The SNP (64 seats) and Los Verdes (8 seats) add up to 72 of the 129 seats in Holyrood Parliament, three more than in the previous term. For Sturgeon it would therefore be “absurd and totally scandalous” if London were to go to court to prevent a vote.
“If we land in court, which they wouldn’t want, it would mean a Conservative government refusing to respect the democratic aspirations of the Scottish people and the outcome of democratic elections to try and go to the Supreme Court and the overthrow Scottish democracy. ” ” he added.
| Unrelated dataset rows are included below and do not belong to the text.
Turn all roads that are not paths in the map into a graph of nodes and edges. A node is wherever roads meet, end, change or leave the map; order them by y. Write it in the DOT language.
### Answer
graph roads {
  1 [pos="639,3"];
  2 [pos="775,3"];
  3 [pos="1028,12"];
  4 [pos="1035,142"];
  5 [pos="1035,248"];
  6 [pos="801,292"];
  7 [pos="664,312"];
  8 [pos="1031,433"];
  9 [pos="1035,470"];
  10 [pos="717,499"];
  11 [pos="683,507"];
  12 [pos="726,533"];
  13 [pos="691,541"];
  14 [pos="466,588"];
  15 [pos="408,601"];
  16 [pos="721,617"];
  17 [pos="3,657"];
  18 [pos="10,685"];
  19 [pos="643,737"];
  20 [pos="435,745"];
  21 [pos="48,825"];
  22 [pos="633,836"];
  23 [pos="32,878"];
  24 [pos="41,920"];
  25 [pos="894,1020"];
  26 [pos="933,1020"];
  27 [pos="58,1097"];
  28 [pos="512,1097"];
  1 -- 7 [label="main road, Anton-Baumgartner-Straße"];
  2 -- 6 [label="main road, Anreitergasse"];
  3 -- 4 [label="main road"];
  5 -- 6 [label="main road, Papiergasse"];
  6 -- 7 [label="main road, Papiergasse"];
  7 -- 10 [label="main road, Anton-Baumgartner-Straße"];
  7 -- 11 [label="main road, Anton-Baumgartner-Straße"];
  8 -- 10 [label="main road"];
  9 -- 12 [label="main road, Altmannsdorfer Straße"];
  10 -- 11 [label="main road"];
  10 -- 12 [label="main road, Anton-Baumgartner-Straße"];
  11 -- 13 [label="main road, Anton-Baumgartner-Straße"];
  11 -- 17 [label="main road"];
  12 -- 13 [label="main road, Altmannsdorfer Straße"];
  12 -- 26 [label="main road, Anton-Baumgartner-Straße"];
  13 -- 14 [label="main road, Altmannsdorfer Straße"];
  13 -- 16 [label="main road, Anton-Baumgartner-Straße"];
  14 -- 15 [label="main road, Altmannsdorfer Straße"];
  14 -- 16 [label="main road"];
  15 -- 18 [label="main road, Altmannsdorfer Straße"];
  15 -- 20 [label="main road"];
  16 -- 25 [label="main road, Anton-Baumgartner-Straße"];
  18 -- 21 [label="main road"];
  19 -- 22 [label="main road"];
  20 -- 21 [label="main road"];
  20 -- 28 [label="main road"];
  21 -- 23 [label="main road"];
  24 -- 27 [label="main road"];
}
Hence, Sturgeon has proposed that the new Scottish Parliament decide on the exact date of the referendum, despite reiterating that he expects it to take place in the first two years of the legislature.
Meanwhile, Boris Johnson’s “number two” administration Michael Gove has argued that this referendum “is not a priority at the moment” despite having insisted that “of course” Scotland could leave the UK if it did will be decided in a legal referendum.
Gove was interviewed on Sky News and asked if they would challenge a referendum bill in court. “We’re not even in this moment. We’re focused on recovery,” he argued.
In particular, Gove recalled that Sturgeon “recognized in the electoral debate that the Scottish government had made some mistakes”. “In particular, he said they had lost perspective when it came to the dire problem of drug deaths,” he said.
“Our responsibility is that no one from Holyrood gets out of perspective (…), not even because of the delays caused in the public service during the pandemic,” he argued.
The SNP’s electoral manifesto includes the first passage of a law to hold a new referendum after the pandemic ends, and subsequent pressure on the Prime Minister to activate Section 30 of the Scottish Act of 1998, which would allow for consultation.
In the consultation of 2014, with a participation of almost 85 percent, the No was imposed with 55 percent, although the Scottish independence movement attributed this result to the campaign of fear of leaving the EU, which ultimately also occurred during Brexit.